Faced with political scrutiny and accusations of being “woke”, the Dresden State Art Collections (SKD) have defended their decision to rename 143 works with discriminatory or inaccurate titles.
Last autumn, the tabloid Bild-Zeitung published an article describing the Dresden museums leadership as the “speech police” for changing some titles. The right-wing Alternativ für Deutschland (AfD) party, the biggest in the state parliament of Saxony, subsequently put forward a motion calling on the organisation—which oversees 15 museums—to reverse what it called the “politically motivated” renaming of works.
The SKD pointed out that the titles of works in the collections were rarely given by the artists and have often changed several times over generations. The museums’ collection database, called Daphne, lists nearly 1.5 million objects. The 143 names that have been changed since 2020 therefore represent less than 0.01% of the total.
In cases where there is a historic title or one given by the artist, terms that could cause offence—including “negro”, “moor” and “gypsy”—have been replaced with asterisks in the database. But users who click on a trigger warning can still view the original title. One such work is the famous Moor with Emerald Cluster (1724) in the Green Vault museum. (The statuette was actually based on images of Indigenous Americans.)
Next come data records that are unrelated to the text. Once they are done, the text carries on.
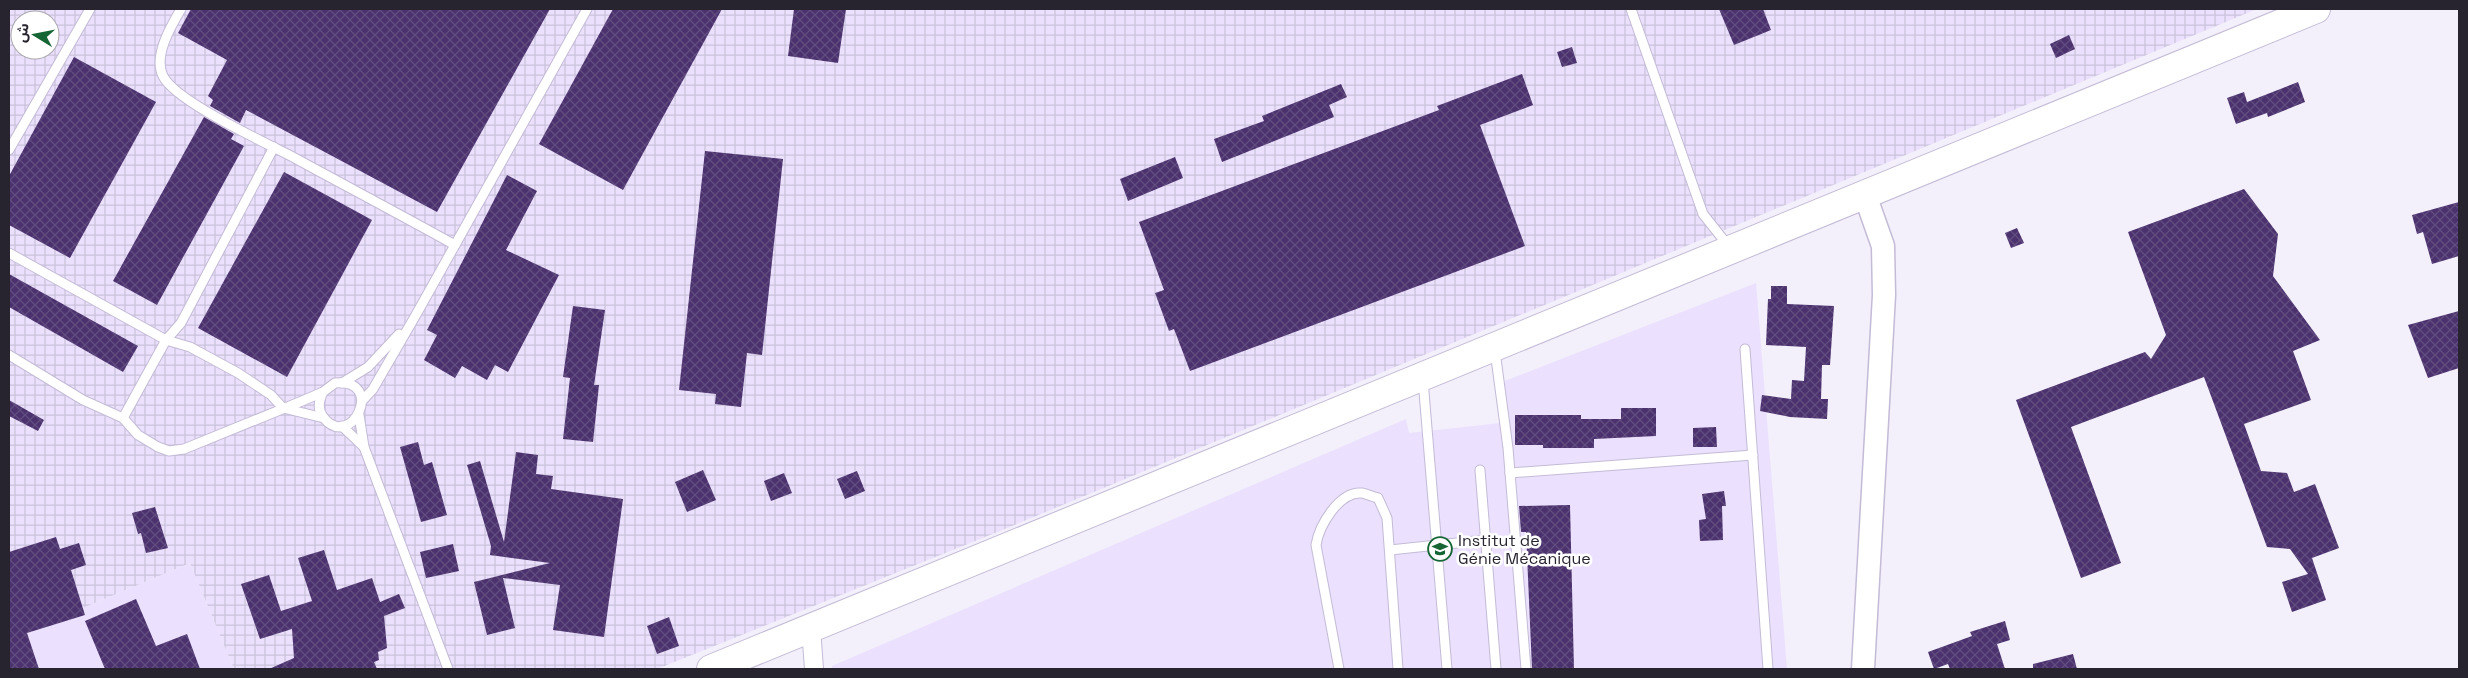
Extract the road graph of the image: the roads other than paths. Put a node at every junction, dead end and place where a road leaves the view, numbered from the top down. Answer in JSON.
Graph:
{"nodes":[{"id":1,"x":90,"y":9,"type":"edge"},
{"id":2,"x":180,"y":9,"type":"edge"},
{"id":3,"x":587,"y":9,"type":"edge"},
{"id":4,"x":1631,"y":9,"type":"edge"},
{"id":5,"x":2316,"y":9,"type":"edge"},
{"id":6,"x":274,"y":147,"type":"junction"},
{"id":7,"x":9,"y":150,"type":"edge"},
{"id":8,"x":1865,"y":195,"type":"junction"},
{"id":9,"x":455,"y":244,"type":"junction"},
{"id":10,"x":1731,"y":250,"type":"junction"},
{"id":11,"x":9,"y":253,"type":"edge"},
{"id":12,"x":416,"y":313,"type":"junction"},
{"id":13,"x":166,"y":340,"type":"junction"},
{"id":14,"x":1495,"y":347,"type":"junction"},
{"id":15,"x":1745,"y":348,"type":"dead end"},
{"id":16,"x":9,"y":355,"type":"edge"},
{"id":17,"x":1422,"y":377,"type":"junction"},
{"id":18,"x":342,"y":382,"type":"junction"},
{"id":19,"x":323,"y":392,"type":"junction"},
{"id":20,"x":362,"y":401,"type":"junction"},
{"id":21,"x":283,"y":408,"type":"junction"},
{"id":22,"x":359,"y":415,"type":"junction"},
{"id":23,"x":123,"y":418,"type":"junction"},
{"id":24,"x":324,"y":418,"type":"junction"},
{"id":25,"x":342,"y":426,"type":"junction"},
{"id":26,"x":364,"y":447,"type":"junction"},
{"id":27,"x":1753,"y":455,"type":"junction"},
{"id":28,"x":1480,"y":470,"type":"dead end"},
{"id":29,"x":1510,"y":474,"type":"junction"},
{"id":30,"x":1486,"y":540,"type":"junction"},
{"id":31,"x":1437,"y":545,"type":"junction"},
{"id":32,"x":1390,"y":550,"type":"junction"},
{"id":33,"x":810,"y":628,"type":"junction"},
{"id":34,"x":448,"y":669,"type":"edge"},
{"id":35,"x":711,"y":669,"type":"edge"},
{"id":36,"x":814,"y":669,"type":"edge"},
{"id":37,"x":1340,"y":669,"type":"edge"},
{"id":38,"x":1398,"y":669,"type":"edge"},
{"id":39,"x":1447,"y":669,"type":"edge"},
{"id":40,"x":1496,"y":669,"type":"edge"},
{"id":41,"x":1526,"y":669,"type":"edge"},
{"id":42,"x":1768,"y":669,"type":"edge"},
{"id":43,"x":1863,"y":669,"type":"edge"}],
"edges":[{"from":1,"to":7,"type":"lane"},
{"from":2,"to":6,"type":"lane"},
{"from":3,"to":9,"type":"lane"},
{"from":4,"to":10,"type":"lane"},
{"from":5,"to":8,"type":"main road"},
{"from":6,"to":9,"type":"lane"},
{"from":6,"to":13,"type":"lane"},
{"from":8,"to":10,"type":"main road"},
{"from":8,"to":43,"type":"street"},
{"from":9,"to":12,"type":"lane"},
{"from":10,"to":14,"type":"main road"},
{"from":11,"to":13,"type":"lane"},
{"from":12,"to":18,"type":"lane"},
{"from":12,"to":20,"type":"lane"},
{"from":13,"to":21,"type":"lane"},
{"from":13,"to":23,"type":"lane"},
{"from":14,"to":17,"type":"main road"},
{"from":14,"to":29,"type":"lane"},
{"from":15,"to":27,"type":"lane"},
{"from":16,"to":23,"type":"lane"},
{"from":17,"to":31,"type":"lane"},
{"from":17,"to":33,"type":"main road"},
{"from":18,"to":19,"type":"lane"},
{"from":18,"to":20,"type":"lane"},
{"from":19,"to":21,"type":"lane"},
{"from":19,"to":24,"type":"lane"},
{"from":20,"to":22,"type":"lane"},
{"from":21,"to":23,"type":"lane"},
{"from":21,"to":24,"type":"lane"},
{"from":22,"to":25,"type":"lane"},
{"from":22,"to":26,"type":"lane"},
{"from":24,"to":25,"type":"lane"},
{"from":25,"to":26,"type":"lane"},
{"from":26,"to":34,"type":"lane"},
{"from":27,"to":29,"type":"lane"},
{"from":27,"to":42,"type":"lane"},
{"from":28,"to":30,"type":"lane"},
{"from":29,"to":41,"type":"lane"},
{"from":30,"to":31,"type":"lane"},
{"from":30,"to":40,"type":"lane"},
{"from":31,"to":32,"type":"lane"},
{"from":31,"to":39,"type":"lane"},
{"from":32,"to":37,"type":"lane"},
{"from":32,"to":38,"type":"lane"},
{"from":33,"to":35,"type":"main road"},
{"from":33,"to":36,"type":"street"}]}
In other cases, the organisation has corrected inaccurate titles. For example, it eliminated the word “Negress” from the non-historical title of a Rembrandt drawing in the Kupferstichkabinett (prints gallery) because current research suggests the nude figure portrayed was not African, but a light-skinned woman lying on cushions in the shadows.
“We are not doing this alone,” says Doreen Mende, the head of the SKD’s research department. “The SKD is in continuous exchange with museums as well as universities in Germany and internationally to critically reflect, update and discuss our research process.” In a statement, the organisation says it is “following the standards of museums worldwide”, citing the Musée d’Orsay in Paris and the Rijksmuseum in Amsterdam as fellow institutions that have modified the titles of works.
A petition demanding that the SKD revert to the works’ previous names—initiated by a member of another right-wing party, the Freie Wähler—failed to garner enough signatures to secure a hearing in parliament. The AfD’s motion, which was debated at length in the Saxon parliament last November, was rejected by the other parties represented in the assembly. Andreas Nowak, a lawmaker for the conservative Christian Democratic Union, accused the AfD of trying to attack museums’ “freedom to research and teach”.
Nowak said, however, that the SKD had made a communications error by inadequately explaining the title changes to the public and leaving scope for what he described as a tabloid “shitstorm”.
The SKD has since published an explanation of the renaming policy on its website and plans to introduce the changes into displays and audio-guides, incorporating the works in question.